Your assignment
Except for the pictures, write out all the records that follow exactly.

The input
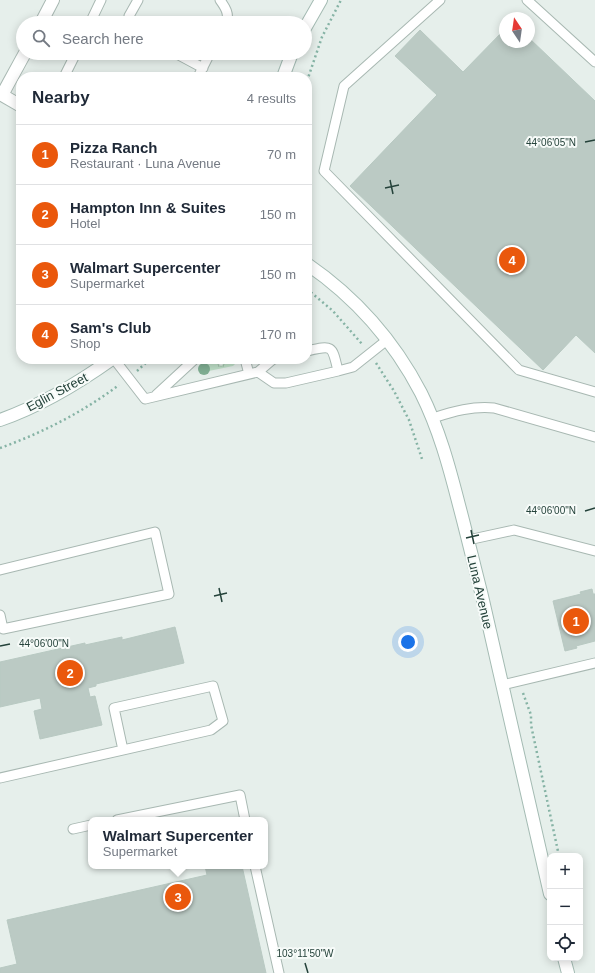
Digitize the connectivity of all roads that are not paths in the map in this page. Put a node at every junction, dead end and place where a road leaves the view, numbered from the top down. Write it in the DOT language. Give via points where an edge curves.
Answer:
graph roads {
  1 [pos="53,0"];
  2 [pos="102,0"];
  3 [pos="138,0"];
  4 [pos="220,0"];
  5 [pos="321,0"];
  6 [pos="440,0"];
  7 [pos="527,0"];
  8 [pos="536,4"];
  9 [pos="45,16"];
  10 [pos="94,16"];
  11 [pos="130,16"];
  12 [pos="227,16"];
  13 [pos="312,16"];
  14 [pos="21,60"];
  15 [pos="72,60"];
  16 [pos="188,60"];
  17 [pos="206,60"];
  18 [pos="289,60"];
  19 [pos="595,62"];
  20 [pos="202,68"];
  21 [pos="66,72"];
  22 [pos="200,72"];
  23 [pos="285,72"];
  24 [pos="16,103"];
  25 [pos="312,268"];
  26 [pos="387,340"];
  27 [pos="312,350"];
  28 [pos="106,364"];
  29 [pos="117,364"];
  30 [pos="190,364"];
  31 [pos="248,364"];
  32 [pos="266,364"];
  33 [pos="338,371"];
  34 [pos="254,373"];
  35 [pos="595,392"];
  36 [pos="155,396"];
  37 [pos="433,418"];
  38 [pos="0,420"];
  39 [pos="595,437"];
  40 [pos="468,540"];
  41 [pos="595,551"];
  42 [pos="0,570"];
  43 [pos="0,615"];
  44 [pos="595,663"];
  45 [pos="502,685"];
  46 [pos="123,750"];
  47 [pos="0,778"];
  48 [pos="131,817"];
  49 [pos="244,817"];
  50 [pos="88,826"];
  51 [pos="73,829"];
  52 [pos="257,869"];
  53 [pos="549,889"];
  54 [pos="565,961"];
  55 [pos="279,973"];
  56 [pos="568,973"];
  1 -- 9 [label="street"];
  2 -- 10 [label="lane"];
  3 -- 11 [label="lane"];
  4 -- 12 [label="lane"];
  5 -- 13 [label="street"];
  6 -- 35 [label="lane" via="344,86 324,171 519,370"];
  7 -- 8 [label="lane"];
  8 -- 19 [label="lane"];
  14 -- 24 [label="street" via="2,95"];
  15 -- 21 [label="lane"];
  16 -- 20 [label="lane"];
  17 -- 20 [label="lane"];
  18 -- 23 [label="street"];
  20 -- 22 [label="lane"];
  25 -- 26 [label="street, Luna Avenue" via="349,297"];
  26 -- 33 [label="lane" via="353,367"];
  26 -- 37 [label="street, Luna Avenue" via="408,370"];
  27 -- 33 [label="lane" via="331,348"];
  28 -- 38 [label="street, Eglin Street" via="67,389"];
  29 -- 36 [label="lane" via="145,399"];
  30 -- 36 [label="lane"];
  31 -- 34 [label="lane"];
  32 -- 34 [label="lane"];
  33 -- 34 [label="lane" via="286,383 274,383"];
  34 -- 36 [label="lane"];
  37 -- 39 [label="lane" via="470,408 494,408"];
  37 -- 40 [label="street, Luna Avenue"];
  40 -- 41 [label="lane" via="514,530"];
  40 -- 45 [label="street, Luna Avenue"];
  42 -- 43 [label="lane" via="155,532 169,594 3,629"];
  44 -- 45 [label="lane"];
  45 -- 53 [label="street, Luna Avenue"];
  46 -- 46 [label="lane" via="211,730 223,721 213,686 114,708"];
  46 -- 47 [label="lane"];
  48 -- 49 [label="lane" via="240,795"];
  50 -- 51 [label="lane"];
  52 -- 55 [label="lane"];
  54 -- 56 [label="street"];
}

Response
Digitize the connectivity of all roads that are not paths in the map in this page. Put a node at every junction, dead end and place where a road leaves the view, numbered from the top down. Write it in the DOT language. Give via points where an edge curves.
Answer:
graph roads {
  1 [pos="53,0"];
  2 [pos="102,0"];
  3 [pos="138,0"];
  4 [pos="220,0"];
  5 [pos="321,0"];
  6 [pos="440,0"];
  7 [pos="527,0"];
  8 [pos="536,4"];
  9 [pos="45,16"];
  10 [pos="94,16"];
  11 [pos="130,16"];
  12 [pos="227,16"];
  13 [pos="312,16"];
  14 [pos="21,60"];
  15 [pos="72,60"];
  16 [pos="188,60"];
  17 [pos="206,60"];
  18 [pos="289,60"];
  19 [pos="595,62"];
  20 [pos="202,68"];
  21 [pos="66,72"];
  22 [pos="200,72"];
  23 [pos="285,72"];
  24 [pos="16,103"];
  25 [pos="312,268"];
  26 [pos="387,340"];
  27 [pos="312,350"];
  28 [pos="106,364"];
  29 [pos="117,364"];
  30 [pos="190,364"];
  31 [pos="248,364"];
  32 [pos="266,364"];
  33 [pos="338,371"];
  34 [pos="254,373"];
  35 [pos="595,392"];
  36 [pos="155,396"];
  37 [pos="433,418"];
  38 [pos="0,420"];
  39 [pos="595,437"];
  40 [pos="468,540"];
  41 [pos="595,551"];
  42 [pos="0,570"];
  43 [pos="0,615"];
  44 [pos="595,663"];
  45 [pos="502,685"];
  46 [pos="123,750"];
  47 [pos="0,778"];
  48 [pos="131,817"];
  49 [pos="244,817"];
  50 [pos="88,826"];
  51 [pos="73,829"];
  52 [pos="257,869"];
  53 [pos="549,889"];
  54 [pos="565,961"];
  55 [pos="279,973"];
  56 [pos="568,973"];
  1 -- 9 [label="street"];
  2 -- 10 [label="lane"];
  3 -- 11 [label="lane"];
  4 -- 12 [label="lane"];
  5 -- 13 [label="street"];
  6 -- 35 [label="lane" via="344,86 324,171 519,370"];
  7 -- 8 [label="lane"];
  8 -- 19 [label="lane"];
  14 -- 24 [label="street" via="2,95"];
  15 -- 21 [label="lane"];
  16 -- 20 [label="lane"];
  17 -- 20 [label="lane"];
  18 -- 23 [label="street"];
  20 -- 22 [label="lane"];
  25 -- 26 [label="street, Luna Avenue" via="349,297"];
  26 -- 33 [label="lane" via="353,367"];
  26 -- 37 [label="street, Luna Avenue" via="408,370"];
  27 -- 33 [label="lane" via="331,348"];
  28 -- 38 [label="street, Eglin Street" via="67,389"];
  29 -- 36 [label="lane" via="145,399"];
  30 -- 36 [label="lane"];
  31 -- 34 [label="lane"];
  32 -- 34 [label="lane"];
  33 -- 34 [label="lane" via="286,383 274,383"];
  34 -- 36 [label="lane"];
  37 -- 39 [label="lane" via="470,408 494,408"];
  37 -- 40 [label="street, Luna Avenue"];
  40 -- 41 [label="lane" via="514,530"];
  40 -- 45 [label="street, Luna Avenue"];
  42 -- 43 [label="lane" via="155,532 169,594 3,629"];
  44 -- 45 [label="lane"];
  45 -- 53 [label="street, Luna Avenue"];
  46 -- 46 [label="lane" via="211,730 223,721 213,686 114,708"];
  46 -- 47 [label="lane"];
  48 -- 49 [label="lane" via="240,795"];
  50 -- 51 [label="lane"];
  52 -- 55 [label="lane"];
  54 -- 56 [label="street"];
}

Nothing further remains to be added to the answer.